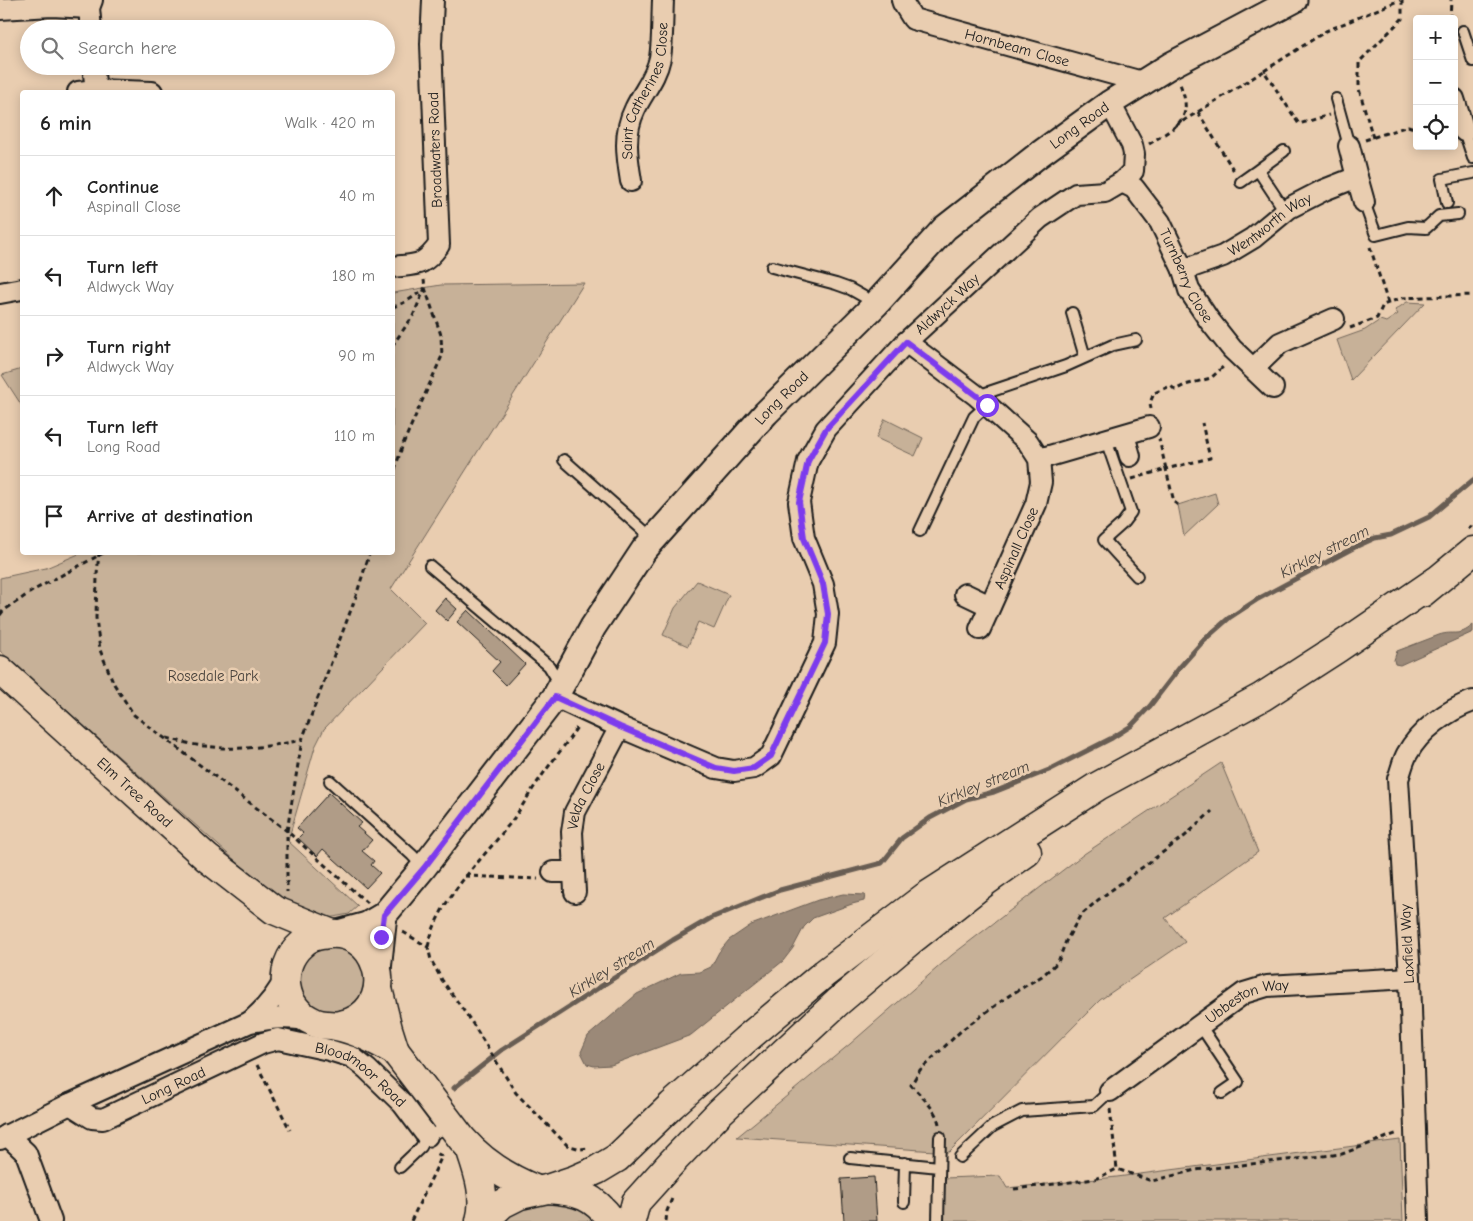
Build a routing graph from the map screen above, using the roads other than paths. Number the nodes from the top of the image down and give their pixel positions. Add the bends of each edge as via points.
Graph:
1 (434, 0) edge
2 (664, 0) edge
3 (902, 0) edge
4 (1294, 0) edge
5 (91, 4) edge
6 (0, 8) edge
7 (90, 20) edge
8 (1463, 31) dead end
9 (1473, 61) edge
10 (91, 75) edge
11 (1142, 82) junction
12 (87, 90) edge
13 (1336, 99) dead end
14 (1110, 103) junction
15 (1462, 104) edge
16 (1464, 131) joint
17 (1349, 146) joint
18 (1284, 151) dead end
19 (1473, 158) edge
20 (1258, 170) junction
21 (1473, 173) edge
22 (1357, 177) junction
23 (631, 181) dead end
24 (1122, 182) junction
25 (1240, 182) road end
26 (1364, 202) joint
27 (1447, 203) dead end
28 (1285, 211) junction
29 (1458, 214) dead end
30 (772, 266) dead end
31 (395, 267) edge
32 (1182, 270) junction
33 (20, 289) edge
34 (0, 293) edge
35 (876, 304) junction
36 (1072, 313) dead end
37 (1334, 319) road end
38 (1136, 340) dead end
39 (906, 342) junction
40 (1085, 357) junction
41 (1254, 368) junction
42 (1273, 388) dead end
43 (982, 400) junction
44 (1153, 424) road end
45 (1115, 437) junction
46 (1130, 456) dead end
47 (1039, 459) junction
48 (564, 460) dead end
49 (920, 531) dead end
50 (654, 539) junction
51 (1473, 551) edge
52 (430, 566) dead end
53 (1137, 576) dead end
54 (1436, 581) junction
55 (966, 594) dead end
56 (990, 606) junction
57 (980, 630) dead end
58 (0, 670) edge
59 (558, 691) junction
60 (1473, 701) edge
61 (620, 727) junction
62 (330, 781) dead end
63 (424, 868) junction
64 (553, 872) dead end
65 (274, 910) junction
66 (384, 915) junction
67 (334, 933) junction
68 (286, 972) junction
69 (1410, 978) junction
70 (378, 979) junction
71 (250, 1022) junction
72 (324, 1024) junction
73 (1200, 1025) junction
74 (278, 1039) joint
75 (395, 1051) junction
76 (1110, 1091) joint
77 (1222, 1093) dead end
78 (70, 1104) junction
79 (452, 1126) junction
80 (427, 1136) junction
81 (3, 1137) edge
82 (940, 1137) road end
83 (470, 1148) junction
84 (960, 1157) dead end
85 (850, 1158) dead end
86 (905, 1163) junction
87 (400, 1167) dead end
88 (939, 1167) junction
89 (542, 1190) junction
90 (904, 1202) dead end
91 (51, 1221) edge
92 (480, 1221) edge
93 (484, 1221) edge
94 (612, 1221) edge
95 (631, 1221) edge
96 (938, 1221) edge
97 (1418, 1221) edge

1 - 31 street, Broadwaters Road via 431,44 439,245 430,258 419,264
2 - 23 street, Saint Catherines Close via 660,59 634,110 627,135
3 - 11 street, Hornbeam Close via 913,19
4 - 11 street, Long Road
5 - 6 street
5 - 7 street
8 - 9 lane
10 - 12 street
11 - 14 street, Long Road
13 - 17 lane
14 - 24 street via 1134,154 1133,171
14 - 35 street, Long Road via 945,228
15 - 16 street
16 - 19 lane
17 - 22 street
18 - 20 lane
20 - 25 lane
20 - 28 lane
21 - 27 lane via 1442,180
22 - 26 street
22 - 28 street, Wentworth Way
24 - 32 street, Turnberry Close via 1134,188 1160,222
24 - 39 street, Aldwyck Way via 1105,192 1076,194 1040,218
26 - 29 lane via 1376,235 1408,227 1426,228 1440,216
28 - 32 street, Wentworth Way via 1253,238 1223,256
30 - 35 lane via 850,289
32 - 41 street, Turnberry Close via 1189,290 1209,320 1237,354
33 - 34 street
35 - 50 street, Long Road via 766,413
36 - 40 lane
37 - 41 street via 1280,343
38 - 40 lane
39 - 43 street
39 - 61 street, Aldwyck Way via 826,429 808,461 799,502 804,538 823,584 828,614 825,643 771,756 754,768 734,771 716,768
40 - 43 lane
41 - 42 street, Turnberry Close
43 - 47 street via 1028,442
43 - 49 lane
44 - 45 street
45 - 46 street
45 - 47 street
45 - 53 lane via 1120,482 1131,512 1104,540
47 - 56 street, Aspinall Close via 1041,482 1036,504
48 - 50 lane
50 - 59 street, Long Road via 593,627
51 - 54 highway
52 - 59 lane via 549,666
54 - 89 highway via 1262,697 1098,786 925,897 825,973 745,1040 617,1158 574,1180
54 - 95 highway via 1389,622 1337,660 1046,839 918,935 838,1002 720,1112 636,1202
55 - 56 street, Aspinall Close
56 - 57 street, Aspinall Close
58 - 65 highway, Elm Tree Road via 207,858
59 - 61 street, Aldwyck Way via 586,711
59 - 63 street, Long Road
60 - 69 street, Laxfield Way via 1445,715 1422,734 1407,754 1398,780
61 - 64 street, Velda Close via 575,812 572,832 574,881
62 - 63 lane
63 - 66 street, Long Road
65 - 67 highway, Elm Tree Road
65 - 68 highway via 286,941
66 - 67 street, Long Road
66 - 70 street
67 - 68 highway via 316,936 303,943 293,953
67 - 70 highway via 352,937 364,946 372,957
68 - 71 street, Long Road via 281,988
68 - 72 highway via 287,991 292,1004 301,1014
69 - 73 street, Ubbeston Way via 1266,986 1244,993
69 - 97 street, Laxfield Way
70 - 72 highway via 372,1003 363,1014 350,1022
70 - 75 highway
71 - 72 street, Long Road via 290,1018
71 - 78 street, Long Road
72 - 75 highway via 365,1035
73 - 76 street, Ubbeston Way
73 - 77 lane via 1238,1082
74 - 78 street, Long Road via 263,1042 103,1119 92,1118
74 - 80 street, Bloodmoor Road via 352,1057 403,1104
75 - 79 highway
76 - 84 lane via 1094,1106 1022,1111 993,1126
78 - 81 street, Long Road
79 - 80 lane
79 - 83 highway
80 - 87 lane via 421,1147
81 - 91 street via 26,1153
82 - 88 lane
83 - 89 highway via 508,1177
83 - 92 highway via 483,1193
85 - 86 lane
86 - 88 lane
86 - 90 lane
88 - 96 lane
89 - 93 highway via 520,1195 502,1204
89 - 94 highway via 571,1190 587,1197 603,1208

▶ [About this task]
The data above should be returned in full, exactly as written, apart from its images.

▶ [Task result]
Build a routing graph from the map screen above, using the roads other than paths. Number the nodes from the top of the image down and give their pixel positions. Add the bends of each edge as via points.
Graph:
1 (434, 0) edge
2 (664, 0) edge
3 (902, 0) edge
4 (1294, 0) edge
5 (91, 4) edge
6 (0, 8) edge
7 (90, 20) edge
8 (1463, 31) dead end
9 (1473, 61) edge
10 (91, 75) edge
11 (1142, 82) junction
12 (87, 90) edge
13 (1336, 99) dead end
14 (1110, 103) junction
15 (1462, 104) edge
16 (1464, 131) joint
17 (1349, 146) joint
18 (1284, 151) dead end
19 (1473, 158) edge
20 (1258, 170) junction
21 (1473, 173) edge
22 (1357, 177) junction
23 (631, 181) dead end
24 (1122, 182) junction
25 (1240, 182) road end
26 (1364, 202) joint
27 (1447, 203) dead end
28 (1285, 211) junction
29 (1458, 214) dead end
30 (772, 266) dead end
31 (395, 267) edge
32 (1182, 270) junction
33 (20, 289) edge
34 (0, 293) edge
35 (876, 304) junction
36 (1072, 313) dead end
37 (1334, 319) road end
38 (1136, 340) dead end
39 (906, 342) junction
40 (1085, 357) junction
41 (1254, 368) junction
42 (1273, 388) dead end
43 (982, 400) junction
44 (1153, 424) road end
45 (1115, 437) junction
46 (1130, 456) dead end
47 (1039, 459) junction
48 (564, 460) dead end
49 (920, 531) dead end
50 (654, 539) junction
51 (1473, 551) edge
52 (430, 566) dead end
53 (1137, 576) dead end
54 (1436, 581) junction
55 (966, 594) dead end
56 (990, 606) junction
57 (980, 630) dead end
58 (0, 670) edge
59 (558, 691) junction
60 (1473, 701) edge
61 (620, 727) junction
62 (330, 781) dead end
63 (424, 868) junction
64 (553, 872) dead end
65 (274, 910) junction
66 (384, 915) junction
67 (334, 933) junction
68 (286, 972) junction
69 (1410, 978) junction
70 (378, 979) junction
71 (250, 1022) junction
72 (324, 1024) junction
73 (1200, 1025) junction
74 (278, 1039) joint
75 (395, 1051) junction
76 (1110, 1091) joint
77 (1222, 1093) dead end
78 (70, 1104) junction
79 (452, 1126) junction
80 (427, 1136) junction
81 (3, 1137) edge
82 (940, 1137) road end
83 (470, 1148) junction
84 (960, 1157) dead end
85 (850, 1158) dead end
86 (905, 1163) junction
87 (400, 1167) dead end
88 (939, 1167) junction
89 (542, 1190) junction
90 (904, 1202) dead end
91 (51, 1221) edge
92 (480, 1221) edge
93 (484, 1221) edge
94 (612, 1221) edge
95 (631, 1221) edge
96 (938, 1221) edge
97 (1418, 1221) edge

1 - 31 street, Broadwaters Road via 431,44 439,245 430,258 419,264
2 - 23 street, Saint Catherines Close via 660,59 634,110 627,135
3 - 11 street, Hornbeam Close via 913,19
4 - 11 street, Long Road
5 - 6 street
5 - 7 street
8 - 9 lane
10 - 12 street
11 - 14 street, Long Road
13 - 17 lane
14 - 24 street via 1134,154 1133,171
14 - 35 street, Long Road via 945,228
15 - 16 street
16 - 19 lane
17 - 22 street
18 - 20 lane
20 - 25 lane
20 - 28 lane
21 - 27 lane via 1442,180
22 - 26 street
22 - 28 street, Wentworth Way
24 - 32 street, Turnberry Close via 1134,188 1160,222
24 - 39 street, Aldwyck Way via 1105,192 1076,194 1040,218
26 - 29 lane via 1376,235 1408,227 1426,228 1440,216
28 - 32 street, Wentworth Way via 1253,238 1223,256
30 - 35 lane via 850,289
32 - 41 street, Turnberry Close via 1189,290 1209,320 1237,354
33 - 34 street
35 - 50 street, Long Road via 766,413
36 - 40 lane
37 - 41 street via 1280,343
38 - 40 lane
39 - 43 street
39 - 61 street, Aldwyck Way via 826,429 808,461 799,502 804,538 823,584 828,614 825,643 771,756 754,768 734,771 716,768
40 - 43 lane
41 - 42 street, Turnberry Close
43 - 47 street via 1028,442
43 - 49 lane
44 - 45 street
45 - 46 street
45 - 47 street
45 - 53 lane via 1120,482 1131,512 1104,540
47 - 56 street, Aspinall Close via 1041,482 1036,504
48 - 50 lane
50 - 59 street, Long Road via 593,627
51 - 54 highway
52 - 59 lane via 549,666
54 - 89 highway via 1262,697 1098,786 925,897 825,973 745,1040 617,1158 574,1180
54 - 95 highway via 1389,622 1337,660 1046,839 918,935 838,1002 720,1112 636,1202
55 - 56 street, Aspinall Close
56 - 57 street, Aspinall Close
58 - 65 highway, Elm Tree Road via 207,858
59 - 61 street, Aldwyck Way via 586,711
59 - 63 street, Long Road
60 - 69 street, Laxfield Way via 1445,715 1422,734 1407,754 1398,780
61 - 64 street, Velda Close via 575,812 572,832 574,881
62 - 63 lane
63 - 66 street, Long Road
65 - 67 highway, Elm Tree Road
65 - 68 highway via 286,941
66 - 67 street, Long Road
66 - 70 street
67 - 68 highway via 316,936 303,943 293,953
67 - 70 highway via 352,937 364,946 372,957
68 - 71 street, Long Road via 281,988
68 - 72 highway via 287,991 292,1004 301,1014
69 - 73 street, Ubbeston Way via 1266,986 1244,993
69 - 97 street, Laxfield Way
70 - 72 highway via 372,1003 363,1014 350,1022
70 - 75 highway
71 - 72 street, Long Road via 290,1018
71 - 78 street, Long Road
72 - 75 highway via 365,1035
73 - 76 street, Ubbeston Way
73 - 77 lane via 1238,1082
74 - 78 street, Long Road via 263,1042 103,1119 92,1118
74 - 80 street, Bloodmoor Road via 352,1057 403,1104
75 - 79 highway
76 - 84 lane via 1094,1106 1022,1111 993,1126
78 - 81 street, Long Road
79 - 80 lane
79 - 83 highway
80 - 87 lane via 421,1147
81 - 91 street via 26,1153
82 - 88 lane
83 - 89 highway via 508,1177
83 - 92 highway via 483,1193
85 - 86 lane
86 - 88 lane
86 - 90 lane
88 - 96 lane
89 - 93 highway via 520,1195 502,1204
89 - 94 highway via 571,1190 587,1197 603,1208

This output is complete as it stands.